• **Exercise inputs**
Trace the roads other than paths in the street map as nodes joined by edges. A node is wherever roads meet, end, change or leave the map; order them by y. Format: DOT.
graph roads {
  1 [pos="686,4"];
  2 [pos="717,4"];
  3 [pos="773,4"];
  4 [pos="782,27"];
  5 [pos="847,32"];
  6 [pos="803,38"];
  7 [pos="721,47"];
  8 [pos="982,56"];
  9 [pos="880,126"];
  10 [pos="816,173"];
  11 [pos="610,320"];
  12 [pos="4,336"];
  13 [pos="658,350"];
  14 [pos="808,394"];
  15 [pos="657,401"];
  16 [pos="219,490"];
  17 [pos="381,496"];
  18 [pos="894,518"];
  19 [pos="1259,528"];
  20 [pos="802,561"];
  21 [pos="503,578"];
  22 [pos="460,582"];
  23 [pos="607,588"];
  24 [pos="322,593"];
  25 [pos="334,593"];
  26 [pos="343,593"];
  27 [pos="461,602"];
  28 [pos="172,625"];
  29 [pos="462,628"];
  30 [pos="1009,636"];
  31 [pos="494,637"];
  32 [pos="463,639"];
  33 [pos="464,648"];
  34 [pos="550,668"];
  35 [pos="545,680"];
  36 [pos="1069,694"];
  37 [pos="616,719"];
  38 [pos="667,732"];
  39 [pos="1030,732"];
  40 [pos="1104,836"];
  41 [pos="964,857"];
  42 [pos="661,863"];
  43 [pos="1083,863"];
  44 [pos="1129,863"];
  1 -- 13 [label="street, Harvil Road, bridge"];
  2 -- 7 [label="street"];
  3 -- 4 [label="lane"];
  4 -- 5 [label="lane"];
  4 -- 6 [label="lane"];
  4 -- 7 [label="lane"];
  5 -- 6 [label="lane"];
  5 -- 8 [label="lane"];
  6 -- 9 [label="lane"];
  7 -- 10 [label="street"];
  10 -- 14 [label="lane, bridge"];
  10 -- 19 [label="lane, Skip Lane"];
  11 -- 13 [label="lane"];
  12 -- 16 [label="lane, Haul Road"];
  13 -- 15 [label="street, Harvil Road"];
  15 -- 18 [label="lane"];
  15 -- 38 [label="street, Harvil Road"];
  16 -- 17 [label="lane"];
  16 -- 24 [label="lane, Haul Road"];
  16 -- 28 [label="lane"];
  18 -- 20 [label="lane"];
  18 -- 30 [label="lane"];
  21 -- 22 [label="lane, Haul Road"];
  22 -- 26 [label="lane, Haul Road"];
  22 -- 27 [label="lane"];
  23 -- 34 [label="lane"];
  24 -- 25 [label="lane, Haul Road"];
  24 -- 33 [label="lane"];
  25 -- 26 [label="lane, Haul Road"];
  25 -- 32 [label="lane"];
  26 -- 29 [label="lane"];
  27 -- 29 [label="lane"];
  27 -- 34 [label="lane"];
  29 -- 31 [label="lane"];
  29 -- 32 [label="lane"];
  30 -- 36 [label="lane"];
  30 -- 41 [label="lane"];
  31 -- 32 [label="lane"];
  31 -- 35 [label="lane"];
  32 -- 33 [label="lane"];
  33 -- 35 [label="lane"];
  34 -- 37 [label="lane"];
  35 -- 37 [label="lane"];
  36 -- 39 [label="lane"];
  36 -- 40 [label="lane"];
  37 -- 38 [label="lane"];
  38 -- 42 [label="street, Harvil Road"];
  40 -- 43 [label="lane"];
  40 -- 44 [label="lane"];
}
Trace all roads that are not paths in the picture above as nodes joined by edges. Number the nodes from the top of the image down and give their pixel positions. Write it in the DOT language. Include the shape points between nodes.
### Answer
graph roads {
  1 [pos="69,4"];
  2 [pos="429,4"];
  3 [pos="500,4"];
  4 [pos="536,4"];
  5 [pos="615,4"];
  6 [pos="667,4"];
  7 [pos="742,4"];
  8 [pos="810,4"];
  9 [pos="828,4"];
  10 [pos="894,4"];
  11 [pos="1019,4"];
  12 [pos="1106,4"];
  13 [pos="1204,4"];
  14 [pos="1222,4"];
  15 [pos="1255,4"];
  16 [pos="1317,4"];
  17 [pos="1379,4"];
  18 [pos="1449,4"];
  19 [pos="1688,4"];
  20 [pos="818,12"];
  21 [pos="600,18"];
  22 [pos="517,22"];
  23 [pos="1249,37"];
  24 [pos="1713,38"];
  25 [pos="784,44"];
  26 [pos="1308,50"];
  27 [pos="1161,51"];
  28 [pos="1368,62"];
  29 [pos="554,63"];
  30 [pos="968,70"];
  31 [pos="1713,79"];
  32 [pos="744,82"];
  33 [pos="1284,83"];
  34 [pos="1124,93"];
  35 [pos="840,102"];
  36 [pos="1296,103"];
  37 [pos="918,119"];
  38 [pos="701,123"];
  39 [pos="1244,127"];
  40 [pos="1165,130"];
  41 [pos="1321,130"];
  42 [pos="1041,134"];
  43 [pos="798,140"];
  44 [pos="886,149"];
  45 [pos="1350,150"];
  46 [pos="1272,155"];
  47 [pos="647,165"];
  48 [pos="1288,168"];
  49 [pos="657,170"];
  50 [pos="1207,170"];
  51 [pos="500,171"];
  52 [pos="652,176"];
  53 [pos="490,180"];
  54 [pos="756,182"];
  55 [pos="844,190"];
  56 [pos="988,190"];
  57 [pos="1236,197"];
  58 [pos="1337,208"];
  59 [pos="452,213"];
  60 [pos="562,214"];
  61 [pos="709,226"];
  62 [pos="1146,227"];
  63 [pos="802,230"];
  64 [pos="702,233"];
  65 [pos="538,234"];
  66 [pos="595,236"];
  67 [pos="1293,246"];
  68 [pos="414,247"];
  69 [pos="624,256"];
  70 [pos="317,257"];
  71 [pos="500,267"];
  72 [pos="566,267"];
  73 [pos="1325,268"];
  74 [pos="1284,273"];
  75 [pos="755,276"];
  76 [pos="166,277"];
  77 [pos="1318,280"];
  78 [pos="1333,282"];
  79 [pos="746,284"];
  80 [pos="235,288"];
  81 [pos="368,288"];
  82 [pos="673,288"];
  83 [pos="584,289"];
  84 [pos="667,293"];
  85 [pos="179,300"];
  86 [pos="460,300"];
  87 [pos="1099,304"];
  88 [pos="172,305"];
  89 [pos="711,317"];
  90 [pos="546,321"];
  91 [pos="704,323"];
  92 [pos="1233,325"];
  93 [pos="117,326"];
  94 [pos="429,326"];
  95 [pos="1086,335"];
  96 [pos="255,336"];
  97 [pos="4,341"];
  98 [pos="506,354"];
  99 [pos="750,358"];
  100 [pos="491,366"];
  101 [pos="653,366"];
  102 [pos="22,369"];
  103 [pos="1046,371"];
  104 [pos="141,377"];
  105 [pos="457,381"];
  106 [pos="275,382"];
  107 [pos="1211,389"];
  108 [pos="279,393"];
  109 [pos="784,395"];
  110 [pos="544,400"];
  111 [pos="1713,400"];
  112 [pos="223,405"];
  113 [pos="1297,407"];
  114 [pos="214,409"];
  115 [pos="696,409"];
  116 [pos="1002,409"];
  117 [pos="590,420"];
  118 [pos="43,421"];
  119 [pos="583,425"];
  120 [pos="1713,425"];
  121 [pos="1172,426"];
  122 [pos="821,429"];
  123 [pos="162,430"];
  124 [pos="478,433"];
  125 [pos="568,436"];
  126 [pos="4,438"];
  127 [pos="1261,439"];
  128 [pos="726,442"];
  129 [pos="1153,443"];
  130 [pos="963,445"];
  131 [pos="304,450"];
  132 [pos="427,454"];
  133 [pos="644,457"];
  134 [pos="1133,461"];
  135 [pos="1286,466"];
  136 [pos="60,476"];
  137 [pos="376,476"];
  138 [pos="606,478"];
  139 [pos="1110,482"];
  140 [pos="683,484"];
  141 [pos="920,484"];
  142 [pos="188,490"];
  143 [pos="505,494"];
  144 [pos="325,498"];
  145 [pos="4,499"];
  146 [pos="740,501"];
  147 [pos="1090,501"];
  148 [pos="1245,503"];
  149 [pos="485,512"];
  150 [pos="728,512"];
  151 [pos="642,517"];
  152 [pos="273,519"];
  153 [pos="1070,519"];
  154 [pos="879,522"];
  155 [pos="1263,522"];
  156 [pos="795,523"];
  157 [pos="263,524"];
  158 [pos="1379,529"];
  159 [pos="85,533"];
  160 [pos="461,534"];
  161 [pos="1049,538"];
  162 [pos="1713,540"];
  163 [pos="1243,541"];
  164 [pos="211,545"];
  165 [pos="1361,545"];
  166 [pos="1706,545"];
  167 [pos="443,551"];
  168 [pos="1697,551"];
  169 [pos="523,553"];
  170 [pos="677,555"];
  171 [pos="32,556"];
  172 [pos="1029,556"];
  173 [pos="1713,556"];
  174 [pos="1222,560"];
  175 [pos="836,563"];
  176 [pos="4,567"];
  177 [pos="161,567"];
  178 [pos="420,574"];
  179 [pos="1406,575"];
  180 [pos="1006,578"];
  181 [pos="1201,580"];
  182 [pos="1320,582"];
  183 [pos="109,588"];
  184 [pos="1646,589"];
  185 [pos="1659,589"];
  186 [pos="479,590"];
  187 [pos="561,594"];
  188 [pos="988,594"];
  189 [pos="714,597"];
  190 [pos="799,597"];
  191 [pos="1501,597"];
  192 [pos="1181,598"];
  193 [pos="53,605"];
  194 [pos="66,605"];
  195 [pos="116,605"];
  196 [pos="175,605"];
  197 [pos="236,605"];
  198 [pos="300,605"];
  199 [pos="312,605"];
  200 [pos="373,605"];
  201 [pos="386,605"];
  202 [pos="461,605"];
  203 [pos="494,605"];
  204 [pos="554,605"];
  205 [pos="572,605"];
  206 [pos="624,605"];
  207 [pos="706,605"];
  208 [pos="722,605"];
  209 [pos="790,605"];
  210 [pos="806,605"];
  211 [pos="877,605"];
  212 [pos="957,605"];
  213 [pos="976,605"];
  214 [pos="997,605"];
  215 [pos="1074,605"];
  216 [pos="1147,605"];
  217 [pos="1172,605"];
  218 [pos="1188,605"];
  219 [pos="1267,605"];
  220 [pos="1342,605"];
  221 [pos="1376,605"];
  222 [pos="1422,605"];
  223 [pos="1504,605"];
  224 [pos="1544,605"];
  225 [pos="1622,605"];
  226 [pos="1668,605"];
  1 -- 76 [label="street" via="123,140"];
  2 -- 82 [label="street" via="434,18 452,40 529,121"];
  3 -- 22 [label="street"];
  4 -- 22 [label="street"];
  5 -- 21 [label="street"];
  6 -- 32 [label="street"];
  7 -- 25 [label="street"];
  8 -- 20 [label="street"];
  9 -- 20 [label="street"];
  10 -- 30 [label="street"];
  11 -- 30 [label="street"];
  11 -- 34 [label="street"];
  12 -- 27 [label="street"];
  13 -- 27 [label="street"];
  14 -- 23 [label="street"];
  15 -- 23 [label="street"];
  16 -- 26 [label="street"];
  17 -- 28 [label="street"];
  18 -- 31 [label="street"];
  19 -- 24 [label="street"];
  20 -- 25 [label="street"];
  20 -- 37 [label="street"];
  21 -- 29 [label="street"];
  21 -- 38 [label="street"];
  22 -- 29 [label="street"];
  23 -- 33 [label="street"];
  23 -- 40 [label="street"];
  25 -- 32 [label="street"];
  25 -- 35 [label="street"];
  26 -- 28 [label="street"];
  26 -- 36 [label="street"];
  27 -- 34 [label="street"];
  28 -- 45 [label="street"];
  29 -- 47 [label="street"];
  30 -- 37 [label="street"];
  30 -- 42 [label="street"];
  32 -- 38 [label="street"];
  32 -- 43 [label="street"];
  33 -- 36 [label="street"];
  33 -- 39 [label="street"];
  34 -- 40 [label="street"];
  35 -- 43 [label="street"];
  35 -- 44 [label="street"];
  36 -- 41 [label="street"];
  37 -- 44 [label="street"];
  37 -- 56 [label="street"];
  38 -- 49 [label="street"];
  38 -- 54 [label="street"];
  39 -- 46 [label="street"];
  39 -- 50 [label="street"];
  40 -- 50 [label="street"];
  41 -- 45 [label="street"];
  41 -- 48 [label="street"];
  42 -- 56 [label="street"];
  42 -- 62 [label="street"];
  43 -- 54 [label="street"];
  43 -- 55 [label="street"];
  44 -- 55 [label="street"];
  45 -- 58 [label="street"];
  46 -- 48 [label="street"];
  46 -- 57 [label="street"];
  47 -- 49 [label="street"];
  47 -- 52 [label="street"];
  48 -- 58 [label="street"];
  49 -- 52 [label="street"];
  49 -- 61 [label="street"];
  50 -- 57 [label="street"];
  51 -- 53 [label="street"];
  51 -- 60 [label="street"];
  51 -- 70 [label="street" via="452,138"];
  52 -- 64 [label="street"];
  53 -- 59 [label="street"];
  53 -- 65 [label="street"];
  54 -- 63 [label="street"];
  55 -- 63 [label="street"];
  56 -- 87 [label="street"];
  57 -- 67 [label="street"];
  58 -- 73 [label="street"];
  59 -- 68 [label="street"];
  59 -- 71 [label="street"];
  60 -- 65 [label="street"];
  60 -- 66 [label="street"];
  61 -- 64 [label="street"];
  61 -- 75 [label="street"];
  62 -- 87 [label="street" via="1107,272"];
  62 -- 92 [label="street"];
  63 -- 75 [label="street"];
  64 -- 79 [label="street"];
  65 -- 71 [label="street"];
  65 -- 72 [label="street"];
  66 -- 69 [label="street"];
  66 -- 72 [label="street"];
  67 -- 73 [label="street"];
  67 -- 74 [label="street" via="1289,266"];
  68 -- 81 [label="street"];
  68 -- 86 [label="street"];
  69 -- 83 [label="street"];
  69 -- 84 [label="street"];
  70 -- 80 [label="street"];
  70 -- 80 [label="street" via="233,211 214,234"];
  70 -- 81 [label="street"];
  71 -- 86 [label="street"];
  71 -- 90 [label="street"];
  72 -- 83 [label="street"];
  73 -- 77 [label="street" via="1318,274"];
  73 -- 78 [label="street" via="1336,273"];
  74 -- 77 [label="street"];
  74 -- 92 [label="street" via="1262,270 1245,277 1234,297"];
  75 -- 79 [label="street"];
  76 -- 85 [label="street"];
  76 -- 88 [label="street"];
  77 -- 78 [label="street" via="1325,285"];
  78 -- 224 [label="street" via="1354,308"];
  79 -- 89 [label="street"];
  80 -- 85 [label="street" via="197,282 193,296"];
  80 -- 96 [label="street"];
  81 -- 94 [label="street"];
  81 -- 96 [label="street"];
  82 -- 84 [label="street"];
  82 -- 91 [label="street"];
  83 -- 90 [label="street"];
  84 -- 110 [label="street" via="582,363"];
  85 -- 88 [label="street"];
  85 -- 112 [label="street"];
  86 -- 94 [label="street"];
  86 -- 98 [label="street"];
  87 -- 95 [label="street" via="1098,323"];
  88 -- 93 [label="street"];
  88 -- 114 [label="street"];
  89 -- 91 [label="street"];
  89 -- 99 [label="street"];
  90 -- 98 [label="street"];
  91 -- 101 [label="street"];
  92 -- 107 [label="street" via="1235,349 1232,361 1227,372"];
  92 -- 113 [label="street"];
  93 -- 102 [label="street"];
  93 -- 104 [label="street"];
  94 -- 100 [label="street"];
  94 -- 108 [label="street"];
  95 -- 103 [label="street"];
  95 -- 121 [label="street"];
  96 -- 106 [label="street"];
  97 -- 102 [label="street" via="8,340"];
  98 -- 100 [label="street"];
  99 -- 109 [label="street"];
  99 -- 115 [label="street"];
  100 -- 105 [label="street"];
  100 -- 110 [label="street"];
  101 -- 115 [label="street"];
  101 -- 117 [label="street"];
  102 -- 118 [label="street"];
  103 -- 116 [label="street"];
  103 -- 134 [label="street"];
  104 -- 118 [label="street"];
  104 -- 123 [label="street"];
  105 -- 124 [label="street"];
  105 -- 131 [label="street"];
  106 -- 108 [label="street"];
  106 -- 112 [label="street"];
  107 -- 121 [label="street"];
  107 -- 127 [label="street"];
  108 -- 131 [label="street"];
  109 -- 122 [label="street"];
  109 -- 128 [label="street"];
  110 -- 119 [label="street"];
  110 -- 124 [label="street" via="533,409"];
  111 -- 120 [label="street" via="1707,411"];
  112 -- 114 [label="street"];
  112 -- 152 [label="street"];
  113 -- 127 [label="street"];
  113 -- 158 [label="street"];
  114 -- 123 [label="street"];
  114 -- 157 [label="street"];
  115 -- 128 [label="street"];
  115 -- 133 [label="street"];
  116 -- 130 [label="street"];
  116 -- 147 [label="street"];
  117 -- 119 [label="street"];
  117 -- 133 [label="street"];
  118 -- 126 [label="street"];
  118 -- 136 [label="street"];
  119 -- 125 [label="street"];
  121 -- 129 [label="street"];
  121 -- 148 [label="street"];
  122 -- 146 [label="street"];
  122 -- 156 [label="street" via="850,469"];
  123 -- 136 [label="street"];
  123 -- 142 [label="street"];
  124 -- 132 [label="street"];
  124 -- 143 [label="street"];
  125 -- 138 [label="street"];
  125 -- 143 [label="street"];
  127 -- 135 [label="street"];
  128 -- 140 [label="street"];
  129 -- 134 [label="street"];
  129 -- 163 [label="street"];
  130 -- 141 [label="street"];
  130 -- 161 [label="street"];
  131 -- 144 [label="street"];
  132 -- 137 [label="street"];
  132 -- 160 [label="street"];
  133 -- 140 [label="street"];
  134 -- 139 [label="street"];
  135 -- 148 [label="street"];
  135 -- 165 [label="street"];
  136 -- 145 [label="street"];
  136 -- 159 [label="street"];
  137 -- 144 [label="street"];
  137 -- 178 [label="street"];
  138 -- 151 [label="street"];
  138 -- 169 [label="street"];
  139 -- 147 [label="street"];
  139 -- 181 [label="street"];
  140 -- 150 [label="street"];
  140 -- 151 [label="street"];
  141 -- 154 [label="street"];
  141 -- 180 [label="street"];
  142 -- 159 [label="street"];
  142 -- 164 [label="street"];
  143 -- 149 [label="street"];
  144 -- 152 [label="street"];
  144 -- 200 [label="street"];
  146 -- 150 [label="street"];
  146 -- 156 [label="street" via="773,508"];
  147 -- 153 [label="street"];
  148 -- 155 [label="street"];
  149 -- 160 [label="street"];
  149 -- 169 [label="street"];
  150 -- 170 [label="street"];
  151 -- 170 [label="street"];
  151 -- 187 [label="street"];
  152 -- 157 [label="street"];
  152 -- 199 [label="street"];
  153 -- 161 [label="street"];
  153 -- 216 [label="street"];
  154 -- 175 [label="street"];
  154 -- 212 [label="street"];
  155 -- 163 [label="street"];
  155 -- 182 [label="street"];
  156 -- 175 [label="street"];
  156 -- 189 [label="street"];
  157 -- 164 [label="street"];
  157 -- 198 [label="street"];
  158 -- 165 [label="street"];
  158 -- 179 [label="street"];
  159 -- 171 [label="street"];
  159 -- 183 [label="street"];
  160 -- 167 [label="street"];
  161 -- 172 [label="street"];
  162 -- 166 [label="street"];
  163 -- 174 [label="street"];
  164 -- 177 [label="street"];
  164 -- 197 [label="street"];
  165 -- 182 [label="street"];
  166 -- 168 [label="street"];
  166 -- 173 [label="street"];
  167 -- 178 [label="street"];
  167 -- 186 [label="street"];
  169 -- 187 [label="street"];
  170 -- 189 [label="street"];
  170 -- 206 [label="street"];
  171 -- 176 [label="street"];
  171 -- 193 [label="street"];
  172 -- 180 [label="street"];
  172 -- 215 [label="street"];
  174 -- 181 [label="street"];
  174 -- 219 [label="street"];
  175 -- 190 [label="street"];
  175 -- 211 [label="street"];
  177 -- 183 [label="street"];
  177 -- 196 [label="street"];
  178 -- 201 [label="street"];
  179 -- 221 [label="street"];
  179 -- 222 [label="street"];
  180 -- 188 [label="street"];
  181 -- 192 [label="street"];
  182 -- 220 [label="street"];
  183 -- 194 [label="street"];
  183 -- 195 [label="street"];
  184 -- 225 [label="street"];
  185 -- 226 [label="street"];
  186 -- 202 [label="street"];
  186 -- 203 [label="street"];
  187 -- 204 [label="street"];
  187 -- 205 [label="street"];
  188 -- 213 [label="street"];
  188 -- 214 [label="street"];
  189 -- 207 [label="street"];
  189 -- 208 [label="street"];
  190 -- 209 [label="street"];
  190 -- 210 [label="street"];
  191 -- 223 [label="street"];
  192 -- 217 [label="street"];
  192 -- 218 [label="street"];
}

• **Instructions to follow**
The response must contain each line above that holds the string "roads".

• **Reply to the exercise**
Trace the roads other than paths in the street map as nodes joined by edges. A node is wherever roads meet, end, change or leave the map; order them by y. Format: DOT.
graph roads {
Trace all roads that are not paths in the picture above as nodes joined by edges. Number the nodes from the top of the image down and give their pixel positions. Write it in the DOT language. Include the shape points between nodes.
graph roads {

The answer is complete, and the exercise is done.